Al problema della massa dell’elettrone in moto si riconnette tutta l’elettrodinamica dei corpi in movimento e quindi il complesso poderoso delle ricerche teoriche del prof. Lorentz, destinate, tra l’altro, a ricercare l’influenza del moto assoluto della Terra sui fenomeni ottici ed elettromagnetici constatabili alla sua superficie.

Tutte le teorie elettromagnetiche che adesso si contendono il campo sono fondate sulla ipotesi di un etere le cui parti sono immobili, l’una rispetto all’altra, e che perciò si considera come in riposo assoluto; in particolare quella del Lorentz ammette che non esistono altre cariche elettriche che quelle dovute al movimento di essi; tale movimento si compirebbe quasi liberamente nei corpi conduttori, mentre sarebbe ostacolato da forze elettrostatiche negli isolanti.

E poichè il complesso di elettroni risiedenti in un corpo in quiete relativa rispetto alla terra è trascinato da questa nel suo moto attraverso lo spazio, ed equivale perciò a un sistema di correnti di convezione, sembra a prima visto che debba esser possibile, con l’osservazione dei fenomeni elettrici (o dei fenomeni ottici che a quelli si riconducono) aventi luogo alla superficie terrestre, dedurre il moto assoluto della Terra, cioè il suo moto rispetto all’etere.

Invece tutte le esperienze finora eseguite a questo intento hanno sempre condotto a esito negativo.

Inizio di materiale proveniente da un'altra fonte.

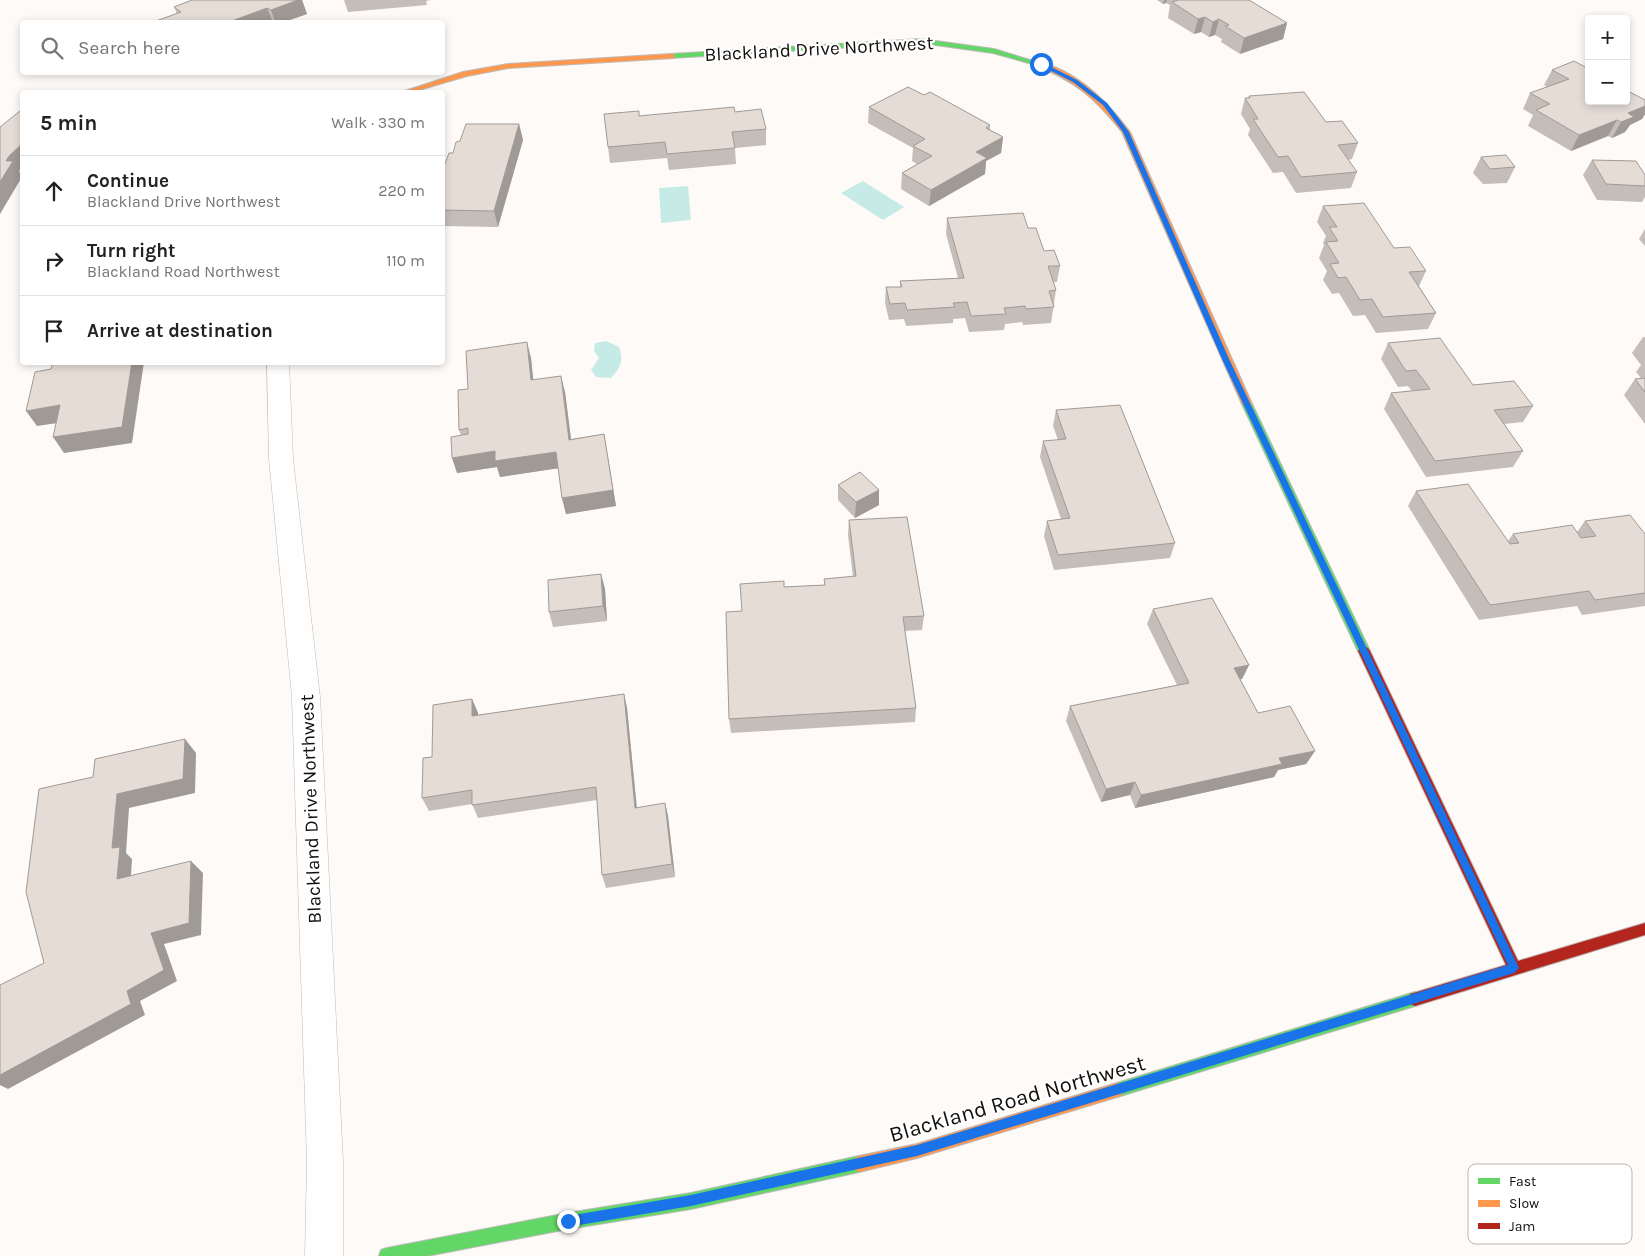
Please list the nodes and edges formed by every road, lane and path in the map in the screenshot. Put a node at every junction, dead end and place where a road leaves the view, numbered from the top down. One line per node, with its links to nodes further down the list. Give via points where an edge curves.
1 (413, 90): 4 (street, Blackland Drive Northwest, via 508,66 921,41 964,44 1041,64 1075,81 1105,104 1126,132 1226,359)
2 (278, 365): 5 (street, Blackland Drive Northwest, via 281,459 306,697 326,1162)
3 (1645, 929): 4 (street, Blackland Road Northwest)
4 (1514, 968): 6 (street, Blackland Road Northwest, via 917,1151 691,1201)
5 (324, 1256)
6 (387, 1256)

La prima teoria del Lorentz rendeva conto dell’esito negativo di queste esperienze finchè si ricerchino effetti dovuti ai termini contenenti al primo grado il rapporto della velocità di traslazione alla velocità della luce, non giustificava invece il risultato negativo di una celebre esperienza di Michelson e Morley, la quale, per la prevista percettibilità degli effetti dovuti ai termini del secondo ordine, avrebbe dovuto dare un esito positivo.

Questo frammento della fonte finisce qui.